The possible combination is notable because it brings together two connected but distinct areas: AI infrastructure and robotics. Data centers support the computing side. Robotics brings the physical automation side. Softbank’s plan appears to place both under one company that could be presented to public-market investors.

The IPO target is large and fast

The reported timeline is aggressive. The IPO could take place as early as this year, with a target valuation of up to $100 billion. That would make Roze a very large public-market proposal from the start, even before the company has been established as a standalone public business.

The source also says an analyst day is planned for July at a data center in Texas. That kind of event would give Softbank a venue to explain the plan, frame the company’s role, and show how Roze fits into its wider investment strategy.

For investors, the central questions would be straightforward:

  • How Roze would turn data center plans into a durable business.
  • How ABB Robotics could fit inside the new company if it is included.
  • Whether the proposed valuation can be supported by the assets, strategy, and expected growth.
  • Whether the timing makes sense given the uncertainties mentioned in the report.
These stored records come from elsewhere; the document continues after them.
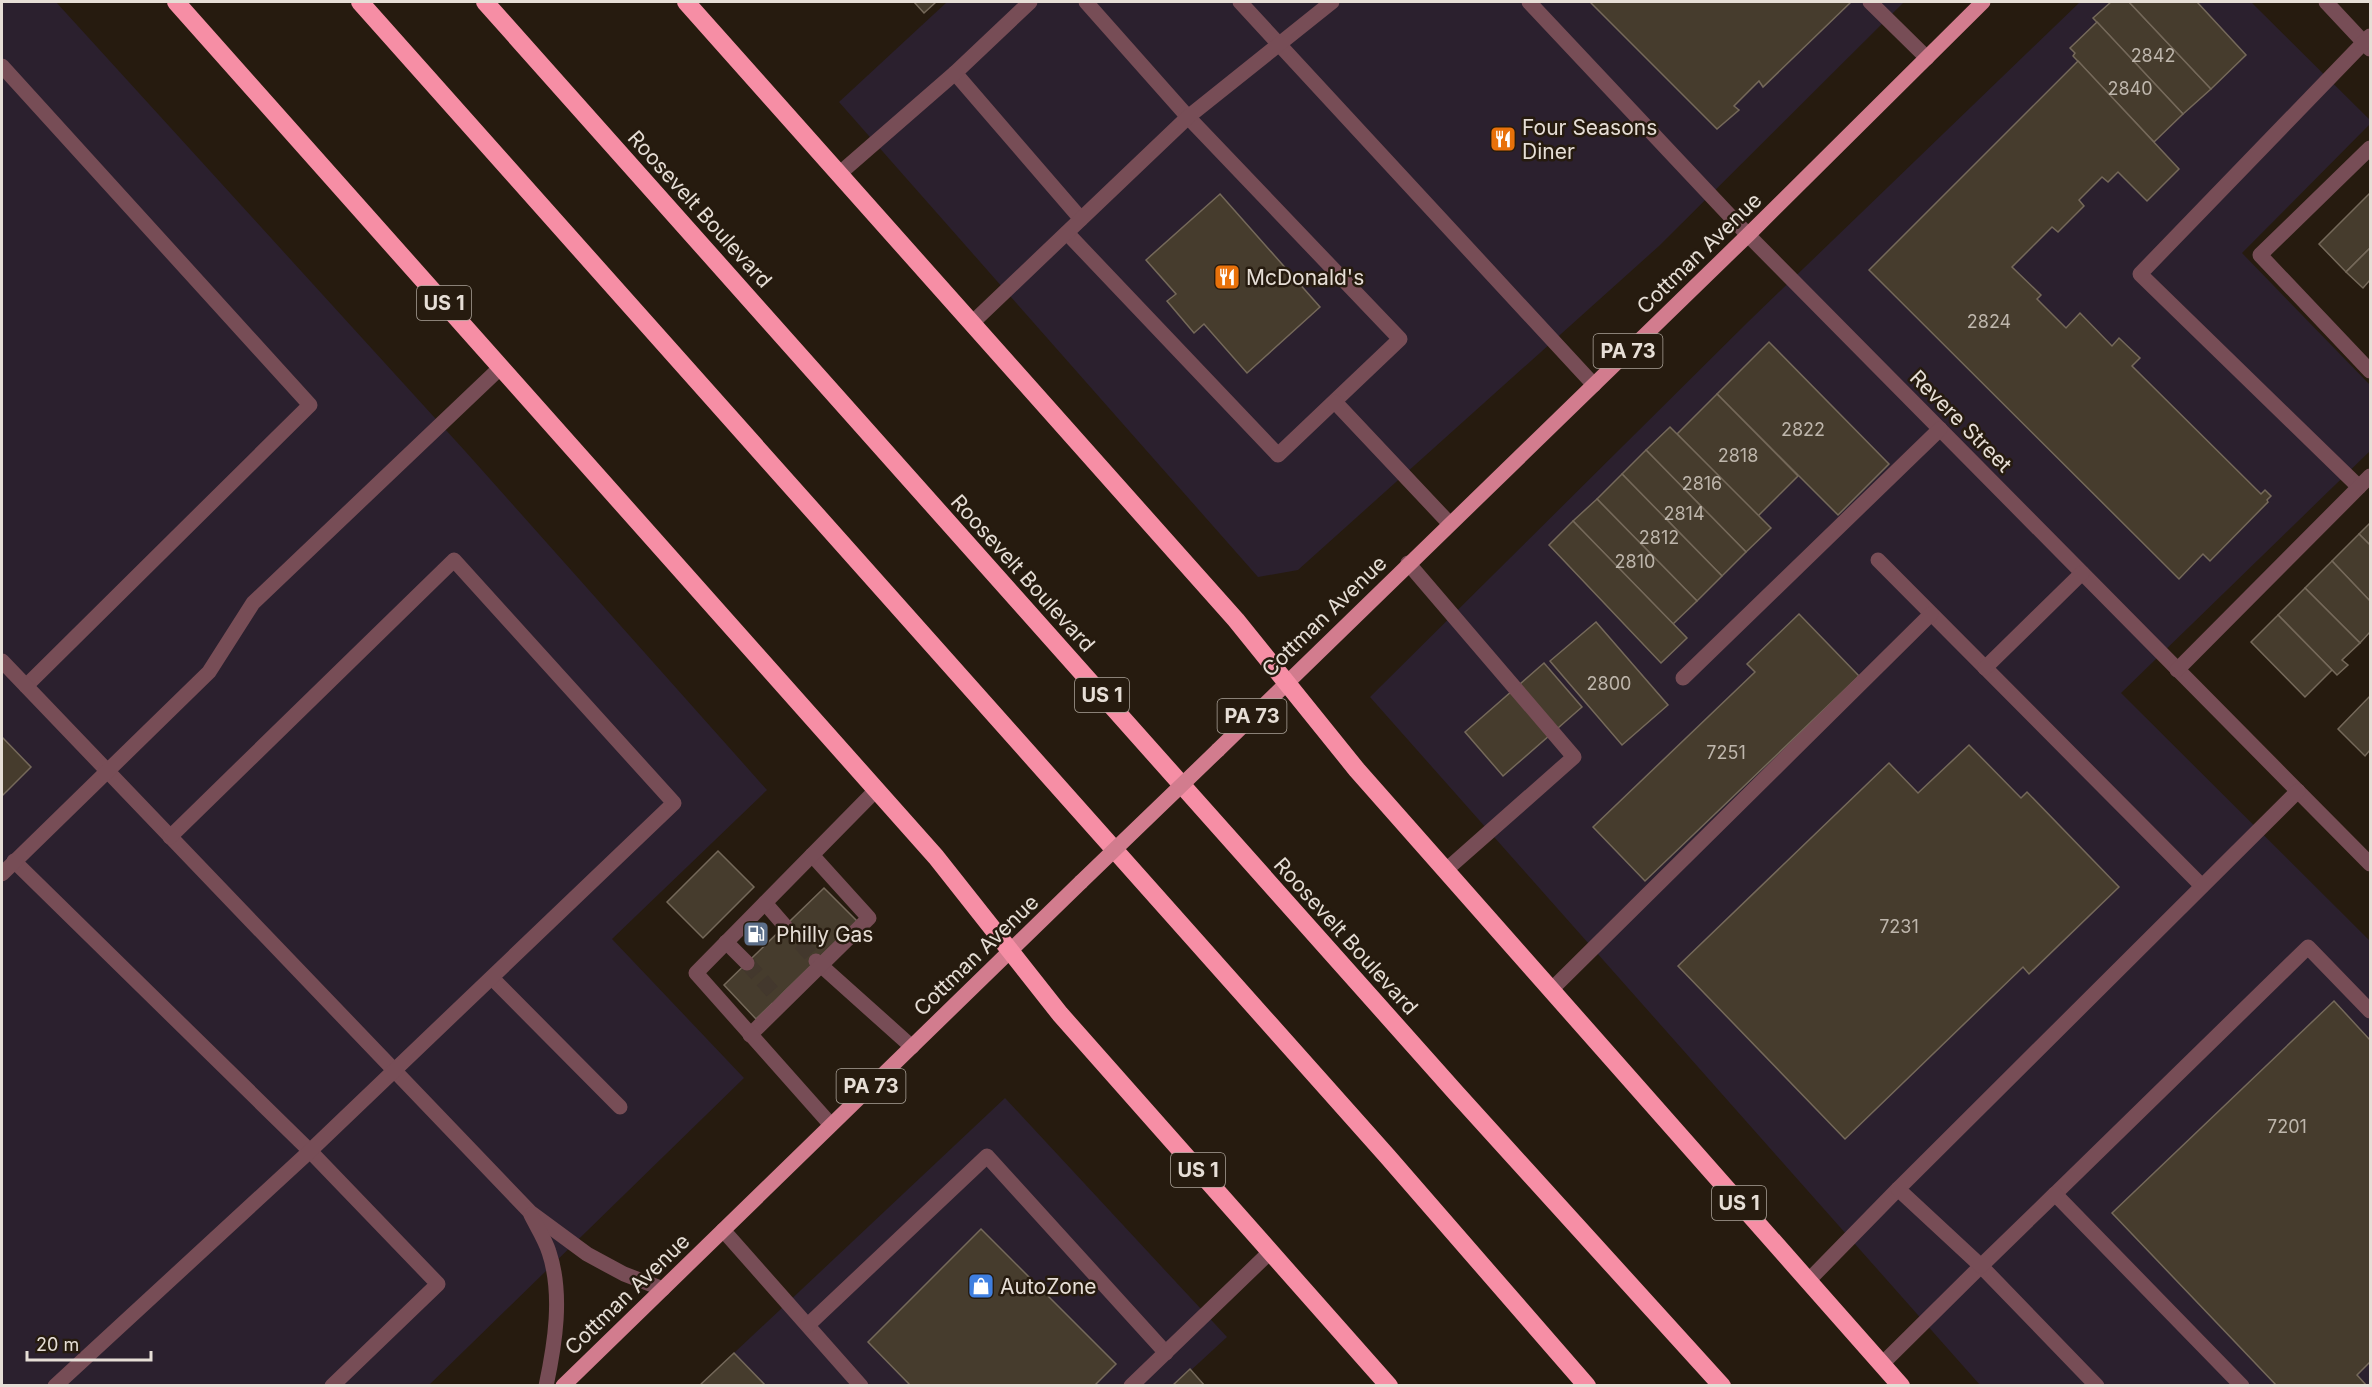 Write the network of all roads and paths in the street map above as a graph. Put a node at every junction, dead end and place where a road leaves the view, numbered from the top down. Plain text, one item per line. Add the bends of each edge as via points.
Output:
1 (176, 2) edge
2 (360, 2) edge
3 (485, 2) edge
4 (686, 2) edge
5 (1030, 2) edge
6 (1086, 2) edge
7 (1240, 2) edge
8 (1332, 2) edge
9 (1529, 2) edge
10 (1870, 2) edge
11 (1983, 2) edge
12 (2326, 2) edge
13 (2368, 42) edge
14 (1279, 45) junction
15 (1927, 58) junction
16 (2, 66) edge
17 (955, 73) junction
18 (1188, 117) junction
19 (2370, 148) edge
20 (839, 174) junction
21 (1081, 219) junction
22 (1067, 233) junction
23 (1748, 235) junction
24 (972, 323) junction
25 (501, 367) junction
26 (2370, 371) edge
27 (1594, 385) junction
28 (1335, 402) junction
29 (1940, 429) junction
30 (2370, 476) edge
31 (2359, 488) junction
32 (1449, 523) junction
33 (1878, 560) dead end
34 (1408, 563) junction
35 (2082, 573) junction
36 (1931, 614) junction
37 (2, 661) edge
38 (1985, 668) junction
39 (2177, 670) junction
40 (1683, 678) dead end
41 (1287, 683) junction
42 (26, 686) junction
43 (107, 771) junction
44 (877, 789) junction
45 (2298, 790) junction
46 (170, 837) junction
47 (812, 855) junction
48 (14, 861) junction
49 (2370, 864) edge
50 (1446, 870) junction
51 (2, 874) edge
52 (2202, 886) junction
53 (765, 903) junction
54 (785, 926) tunnel mouth
55 (726, 942) junction
56 (1010, 951) junction
57 (747, 963) tunnel mouth
58 (818, 963) junction
59 (492, 978) junction
60 (1551, 990) junction
61 (2370, 1011) edge
62 (750, 1035) junction
63 (912, 1047) junction
64 (394, 1071) junction
65 (620, 1107) dead end
66 (831, 1125) junction
67 (310, 1151) junction
68 (1898, 1189) junction
69 (2055, 1194) junction
70 (530, 1212) junction
71 (723, 1230) junction
72 (1270, 1252) junction
73 (1981, 1266) junction
74 (1808, 1281) junction
75 (663, 1288) junction
76 (808, 1325) junction
77 (1166, 1353) junction
78 (1882, 1364) junction
79 (55, 1386) edge
80 (332, 1386) edge
81 (546, 1386) edge
82 (564, 1386) edge
83 (861, 1386) edge
84 (1131, 1386) edge
85 (1389, 1386) edge
86 (1587, 1386) edge
87 (1722, 1386) edge
88 (1901, 1386) edge
89 (2097, 1386) edge
90 (2242, 1386) edge

1 - 25 highway, US 1
2 - 86 highway
3 - 87 highway, Roosevelt Boulevard / US 1 via 1449,1086
4 - 20 highway, US 1
5 - 17 street
6 - 18 street
7 - 14 street
8 - 14 street
9 - 23 street, Revere Street
10 - 15 street
11 - 15 main road, Cottman Avenue / PA 73
12 - 13 street
13 - 31 street via 2140,273
14 - 18 street
14 - 27 street
15 - 23 main road, Cottman Avenue / PA 73
16 - 42 street via 310,405
17 - 20 street
17 - 21 street
18 - 21 street
18 - 28 street via 1400,339
19 - 26 street via 2260,255
20 - 24 highway, US 1
21 - 22 street
22 - 24 street
22 - 28 street via 1278,455
23 - 27 main road, Cottman Avenue / PA 73
23 - 29 street, Revere Street
24 - 41 highway, US 1 via 1236,620
25 - 43 street via 253,603 209,672
25 - 44 highway, US 1
27 - 32 main road, Cottman Avenue / PA 73
28 - 32 street
29 - 35 street, Revere Street
29 - 40 street
30 - 31 street
31 - 39 street
32 - 34 main road, Cottman Avenue / PA 73
33 - 36 street
34 - 41 main road, Cottman Avenue / PA 73
34 - 50 street via 1574,757
35 - 38 street
35 - 39 street, Revere Street
36 - 38 street
36 - 60 street
37 - 42 street
38 - 52 street
39 - 45 street, Revere Street
41 - 50 highway, US 1 via 1357,770
41 - 56 main road, Cottman Avenue / PA 73, bridge
42 - 43 street
43 - 46 street
43 - 48 street
44 - 47 street
44 - 56 highway, US 1
45 - 49 street, Revere Street
45 - 52 street
46 - 59 street via 454,560 674,803
46 - 64 street
47 - 53 street
47 - 58 street via 869,918
48 - 51 street
48 - 67 street
50 - 60 highway, US 1
52 - 68 street
53 - 54 street
53 - 55 street
55 - 57 street
55 - 62 street via 696,973
56 - 63 main road, Cottman Avenue / PA 73
56 - 72 highway, US 1 via 1060,1014
58 - 62 street
58 - 63 street
59 - 64 street
59 - 65 street
60 - 74 highway, US 1
61 - 69 street via 2308,947
62 - 66 street
63 - 66 main road, Cottman Avenue / PA 73
64 - 67 street
64 - 70 street
66 - 71 main road, Cottman Avenue / PA 73
67 - 79 street
67 - 80 street via 438,1284
68 - 73 street
68 - 74 street
69 - 73 street
69 - 90 street
70 - 75 street via 587,1254 624,1274
70 - 81 street via 549,1253 555,1286 556,1322
71 - 75 main road, Cottman Avenue / PA 73
71 - 76 street
72 - 77 street
72 - 85 highway, US 1
73 - 78 street
73 - 89 street
74 - 78 highway, US 1
75 - 82 main road, Cottman Avenue / PA 73
76 - 77 street via 987,1156
76 - 83 street
77 - 84 street
78 - 88 highway, US 1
The article notes that some Softbank executives reportedly view both the valuation and the timeline as overly ambitious. That internal caution is important because it suggests the plan is not being treated as simple or guaranteed, even within Softbank.

Softbank’s spending pressure is central

The IPO plan is also connected to Softbank’s financial position. According to the report, Softbank founder Masayoshi Son wants to use the IPO to offset the company’s massive spending. The source specifically points to Softbank’s roughly $30 billion investment in OpenAI as part of that spending.

This gives the Roze plan a second purpose. It is not only a bet on AI and robotics as business sectors. It could also become a way for Softbank to raise value from a new public company while continuing to fund its broader strategy.

The source says Softbank is already pushing up against its own debt limits and needs to sell assets to keep funding its spending spree. That makes the IPO more than a branding exercise. If the plan moves forward, it would sit inside a larger effort to keep capital available while Softbank continues making expensive AI-related moves.

That tension explains why the valuation and timing matter so much. A high valuation could help Softbank offset spending more effectively. A fast IPO could bring that benefit sooner. But both choices also raise execution risk, especially if market conditions or investor appetite are not aligned with the plan.

Why Roze could become a test of Softbank’s AI strategy

Softbank’s reported plan for Roze reflects a wider strategic idea: AI is not just software. It depends on infrastructure, financing, and physical systems. By building a company around data centers and potentially ABB Robotics, Softbank would be packaging those pieces into a public-market story.

Still, the report makes clear that the proposal faces doubts. Some executives see the timeline and valuation as overly ambitious, and the article points to current geopolitical uncertainties as one reason for caution. Those uncertainties are not described in detail in the source, so the key point is simply that they are part of the reported concern.

If Roze proceeds, the planned July analyst day in Texas could become an important moment for explaining the company’s scope. Softbank would need to show why a new AI and robotics company belongs in public markets so quickly, why data centers are central to the plan, and how the business connects to Softbank’s existing commitments.

For now, the facts are limited but significant. Softbank is planning a United States IPO for Roze as early as this year. The valuation target could be up to $100 billion. The company would build data centers and could incorporate ABB Robotics. Masayoshi Son wants the IPO to help offset heavy spending, including the roughly $30 billion investment in OpenAI. And inside Softbank, at least some executives reportedly think the plan may be moving too far, too fast.